吉田「え…小出先生おはようございまーす」

小出「おはようございます」

吉田「ご無沙汰しております。今日はよろしくお願い致します」

小出「はい。ご無沙汰しております」

吉田「あのー、まあ色々ー、前回ご出演頂いて反響が大きかったんですが。あれからまた2ヶ月経ちまして」

小出「はい」

吉田「え…小出先生に色々お話をお伺いしたいんですけど。」

小出「はい」

吉田「まずその、えー、ちょい前にですね、福島第一原発2号機の一部で、温度上昇がみられたということだったんですけど。あの原因っていうのは小出先生はどういうふうに、お考えになってたでしょう」

小出「はい。えーと。当初はいろいろな可能性を考えました。最臨界というウランの核分裂の連鎖反応がひょっとして起きているのかもしれない。あるいは溶け落ちてしまった炉心がまだ炉内に残っていて、それがあちこちに移動しながら温度計の部分にくっついてしまったかもしれない」

吉田「はい」

小出「等様々なことを考えましたが。最終的には温度計の故障だと思います」

吉田「もう、間違いないですか」

小出「はい。あのー、他の温度計の挙動。そしてその…どんどん高くなっていった温度計が最後は400度を示したということ」

吉田「そうですね」

小出「そういうことはもう、現在の原子炉の中ではありえないと私は思いますので」

吉田「ええ」

小出「故障だと思います」

吉田「はあー。あの、やっぱ、温度計ってそんなに故障するもんではないんですか。どうなんですか」

小出「はい。えーっと。あの、温度計は、熱電対という原子を使った温度計なのですが。ほとんど故障することはないはずだと私は思っていました」

吉田「はあ、はあ」

小出「そして今回の故障も、熱電対というその部分で故障したのではなくて。そこが出してくる信号を、え…伝達するための何処かのケーブルがやられたと思います」

吉田「はあー。そうなんですか」

小出「はい」

吉田「じゃあ、ほか、今ある温度計っていうのはある程度信用できる、と思っていいわけですか」

小出「ええっと。
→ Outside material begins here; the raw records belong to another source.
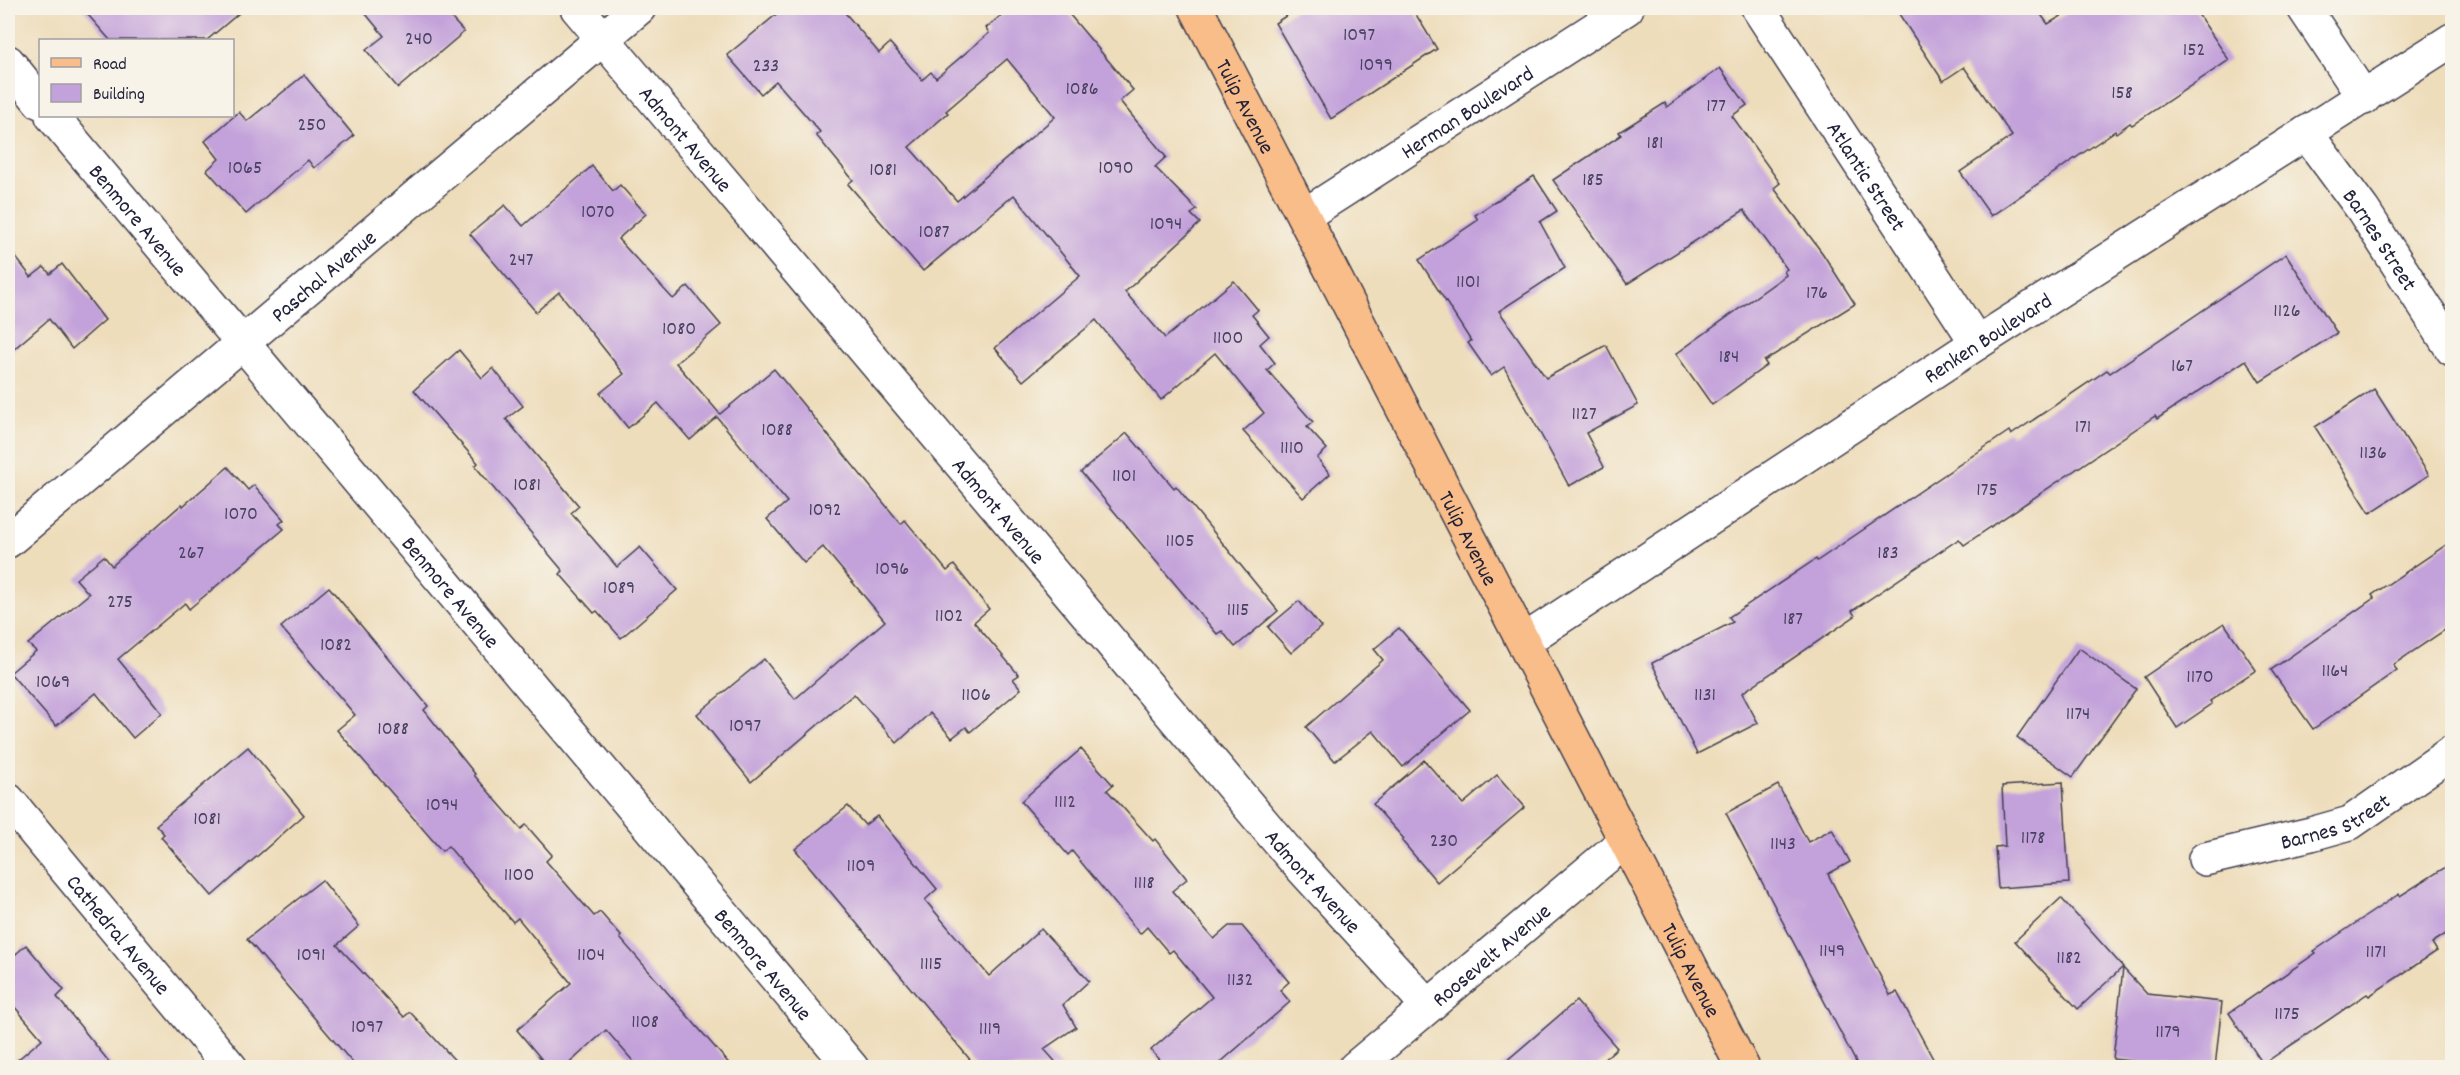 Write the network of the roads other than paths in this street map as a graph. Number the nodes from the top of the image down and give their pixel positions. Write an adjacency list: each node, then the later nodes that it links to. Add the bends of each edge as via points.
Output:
1 (578, 8): 7 (street, Admont Avenue)
2 (639, 8): 7 (street, Paschal Avenue)
3 (1196, 8): 14 (main road, Tulip Avenue)
4 (1627, 8): 14 (street, Herman Boulevard)
5 (1758, 8): 16 (street, Atlantic Street)
6 (2304, 8): 10 (street)
7 (603, 38): 15 (street, Paschal Avenue); 24 (street, Admont Avenue, via 1290,855)
8 (2452, 40): 10 (street, Renken Boulevard)
9 (8, 63): 11 (street)
10 (2364, 98): 13 (street, Renken Boulevard)
11 (39, 101)
12 (53, 117): 15 (street, Benmore Avenue)
13 (2306, 133): 16 (street, Renken Boulevard); 17 (street, Barnes Street, via 2363,210)
14 (1305, 215): 19 (main road, Tulip Avenue)
15 (242, 343): 18 (street, Paschal Avenue); 26 (street, Benmore Avenue)
16 (1977, 343): 19 (street, Renken Boulevard)
17 (2452, 348)
18 (8, 541)
19 (1524, 640): 22 (main road, Tulip Avenue)
20 (2452, 752): 23 (street, Barnes Street, via 2350,823)
21 (8, 800): 25 (street, Cathedral Avenue)
22 (1625, 841): 24 (street, Roosevelt Avenue); 28 (main road, Tulip Avenue)
23 (2205, 859)
24 (1428, 1006): 27 (street, Roosevelt Avenue)
25 (231, 1068)
26 (852, 1068)
27 (1355, 1068)
28 (1743, 1068) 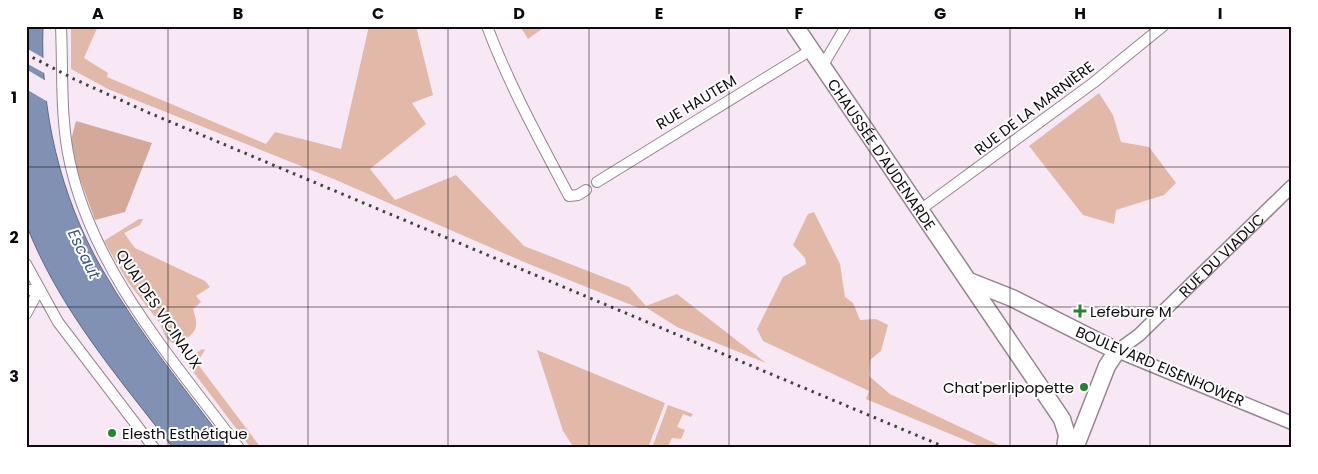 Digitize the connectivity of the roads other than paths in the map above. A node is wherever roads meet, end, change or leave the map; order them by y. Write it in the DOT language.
graph roads {
  1 [pos="61,26"];
  2 [pos="487,26"];
  3 [pos="795,26"];
  4 [pos="846,26"];
  5 [pos="1163,26"];
  6 [pos="811,50"];
  7 [pos="823,65"];
  8 [pos="597,182"];
  9 [pos="1292,186"];
  10 [pos="586,190"];
  11 [pos="920,210"];
  12 [pos="26,264"];
  13 [pos="26,280"];
  14 [pos="969,281"];
  15 [pos="26,290"];
  16 [pos="39,290"];
  17 [pos="1002,294"];
  18 [pos="990,312"];
  19 [pos="26,314"];
  20 [pos="1117,351"];
  21 [pos="1062,419"];
  22 [pos="1085,422"];
  23 [pos="1292,422"];
  24 [pos="154,448"];
  25 [pos="240,448"];
  26 [pos="1065,448"];
  27 [pos="1075,448"];
  1 -- 25 [label="street, QUAI DES VICINAUX"];
  2 -- 10 [label="street"];
  3 -- 6 [label="main road, CHAUSSÉE D'AUDENARDE"];
  4 -- 7 [label="street"];
  5 -- 11 [label="street, RUE DE LA MARNIÈRE"];
  6 -- 7 [label="main road, CHAUSSÉE D'AUDENARDE"];
  6 -- 8 [label="street, RUE HAUTEM"];
  7 -- 11 [label="main road, CHAUSSÉE D'AUDENARDE"];
  9 -- 20 [label="street, RUE DU VIADUC"];
  11 -- 14 [label="main road, CHAUSSÉE D'AUDENARDE"];
  12 -- 16 [label="street"];
  13 -- 16 [label="street"];
  14 -- 17 [label="main road"];
  14 -- 18 [label="main road, CHAUSSÉE D'AUDENARDE"];
  15 -- 16 [label="street"];
  16 -- 19 [label="street"];
  16 -- 24 [label="street"];
  17 -- 18 [label="street"];
  17 -- 20 [label="main road, BOULEVARD EISENHOWER"];
  18 -- 21 [label="main road, CHAUSSÉE D'AUDENARDE"];
  20 -- 22 [label="main road, RUE DU VIADUC"];
  20 -- 23 [label="street, BOULEVARD EISENHOWER"];
  21 -- 22 [label="main road"];
  21 -- 26 [label="main road"];
  22 -- 27 [label="main road, RUE DU VIADUC"];
} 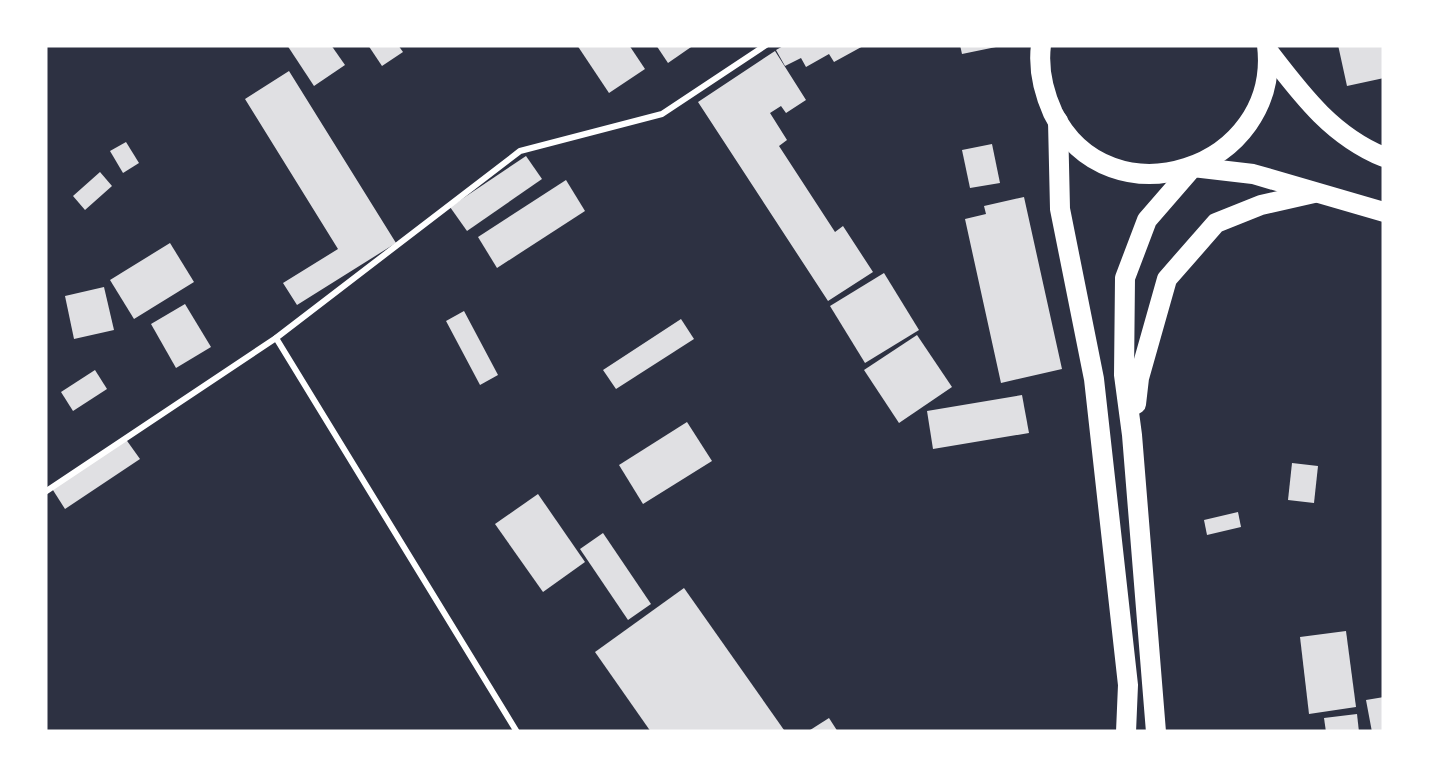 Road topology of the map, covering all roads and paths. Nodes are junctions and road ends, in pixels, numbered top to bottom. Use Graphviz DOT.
graph roads {
  1 [pos="766,45"];
  2 [pos="1041,45"];
  3 [pos="1268,48"];
  4 [pos="1058,122"];
  5 [pos="1384,157"];
  6 [pos="1193,167"];
  7 [pos="1319,192"];
  8 [pos="1384,212"];
  9 [pos="276,338"];
  10 [pos="1132,436"];
  11 [pos="45,492"];
  12 [pos="1151,680"];
  13 [pos="1128,685"];
  14 [pos="517,732"];
  15 [pos="1126,732"];
  16 [pos="1156,732"];
  1 -- 9 [label="lane"];
  2 -- 4 [label="main road"];
  3 -- 5 [label="main road"];
  3 -- 6 [label="main road"];
  4 -- 6 [label="main road"];
  4 -- 13 [label="main road"];
  6 -- 7 [label="main road"];
  6 -- 10 [label="main road"];
  7 -- 8 [label="main road"];
  7 -- 10 [label="main road"];
  9 -- 11 [label="lane"];
  9 -- 14 [label="lane"];
  10 -- 12 [label="main road"];
  12 -- 13 [label="main road"];
  12 -- 16 [label="main road"];
  13 -- 15 [label="main road"];
}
多分、現在はまだ、信用できるのだろうと思いますが。」

吉田「はあ」

小出「これからまた次々と、壊れていくだろうと思います」

吉田「はあ。それはどうしてですか」

小出「ええ……今故障してしまった温度計というものも、私はどこかケーブルがやられたと聞いていただいたわけですが。」

吉田「ええ」

小出「ケーブルは格納容器というですね、放射能を閉じ込める最後の防壁の中を、走っているのですが。そのなかが猛烈にあの、悪い環境なのですね」

吉田「ええ」

小出「もう、蒸気が充満して、滝のように常に流れ落ちているし、放射線が飛び交っていてあちこちに傷を付けているというそういう状況ですので。多分やられた温度計のケーブルだけでなくて、ほかの温度計のケーブルも次々とやられてくだろうと思います。」

吉田「ああー。それはでも、温度計がまったくこう、不能な状態になってしまうってことも、この先は考えられるわけなんですね」

小出「そうですね」

吉田「はあ…。そうなったとき、こう対処の仕方っていうのはより難しくなるわけですか」

小出「そうです。もともと原子力発電所というのは、事故を起こしてしまったりすると人は近づくことすらできませんし。中を目で見ることもできない」

吉田「そうですねえ」

小出「触って調べることもできないというそういうものなのですね。で…なんとか、設置してある温度計を含めた様々な計器からの情報を頼りに、内部を推測するということをやって来たのですが。それすらが、次々と失われていっているという状態です。」

吉田「あ…なるほど。これやっぱどうしても、あの、不測の事態を想像してしまうんですけども」

小出「はい」

吉田「今後、その、再臨界の可能性っていうのはどれぐらいあるもんなんですか」

小出「私は再臨界の可能性は、ない、ああ…殆ど無いと、ずうっと思ってきて」

吉田「ええ」

小出「います。で、そして再臨界を防ぐためには、ボロン(※ホウ酸)を注入するなり、なんなり。手立てはありますので、」

吉田「はあはあ」

小出「え…再臨界が起きてしまってすぐに爆発するとかそういう事にはけっしてならない。」

吉田「ああーそうですか」

小出「はい」

吉田「わかりました。で、あと、4号機なんですけども」

小出「はい」

吉田「その4号機の使用済み核燃料が、入ってるプールに関しても、その、元日の地震以降ですね」

小出「はい」

吉田「危険性に対する注目度っていうのは、非常に高まってるわけなんですが」

小出「はい」

吉田「この4号機の燃料プールの現状に関しては、小出先生はどういうふうにこう、今捉えていらっしゃるんでしょう」

=====(文字おこし、続く)

続き:4号機倒壊の危険性と燃料棒取り出しの困難さ「空気中に釣り上げたら周辺の人達が死んでしまうほどの被曝」小出・吉田照美 2/20(2)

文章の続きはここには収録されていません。